[Named joint coordinates]
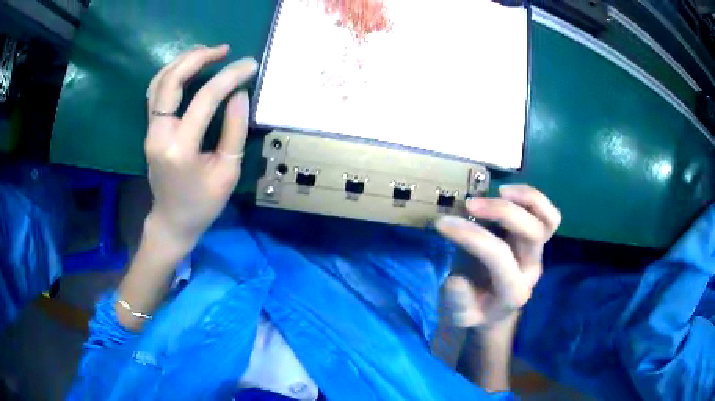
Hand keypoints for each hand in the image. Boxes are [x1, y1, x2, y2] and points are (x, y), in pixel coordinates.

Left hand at [144, 45, 257, 251]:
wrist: (172, 220)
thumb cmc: (203, 203)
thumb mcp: (228, 172)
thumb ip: (234, 130)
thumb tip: (239, 93)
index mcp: (180, 148)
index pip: (205, 99)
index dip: (229, 77)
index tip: (250, 65)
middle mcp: (159, 134)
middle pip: (172, 81)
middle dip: (199, 58)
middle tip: (224, 50)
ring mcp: (150, 130)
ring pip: (159, 82)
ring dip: (182, 61)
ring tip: (207, 52)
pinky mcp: (150, 129)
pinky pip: (155, 92)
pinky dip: (170, 73)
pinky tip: (186, 67)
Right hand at [436, 185, 560, 328]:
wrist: (494, 312)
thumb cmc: (474, 311)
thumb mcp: (459, 316)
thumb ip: (458, 302)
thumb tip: (456, 279)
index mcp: (512, 292)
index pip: (498, 255)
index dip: (470, 236)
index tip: (442, 224)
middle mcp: (531, 270)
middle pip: (531, 233)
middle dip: (501, 211)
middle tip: (469, 204)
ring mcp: (538, 254)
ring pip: (548, 220)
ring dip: (525, 199)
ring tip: (498, 190)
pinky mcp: (539, 241)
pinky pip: (548, 216)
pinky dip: (533, 199)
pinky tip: (508, 193)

_Work item_
Within the data above, filter for lines containing the word "pinky" and copy each one.

_Result below_
pinky mcp: (150, 129)
pinky pip: (155, 92)
pinky dip: (170, 73)
pinky tip: (186, 67)
pinky mcp: (539, 241)
pinky pip: (548, 216)
pinky dip: (533, 199)
pinky tip: (508, 193)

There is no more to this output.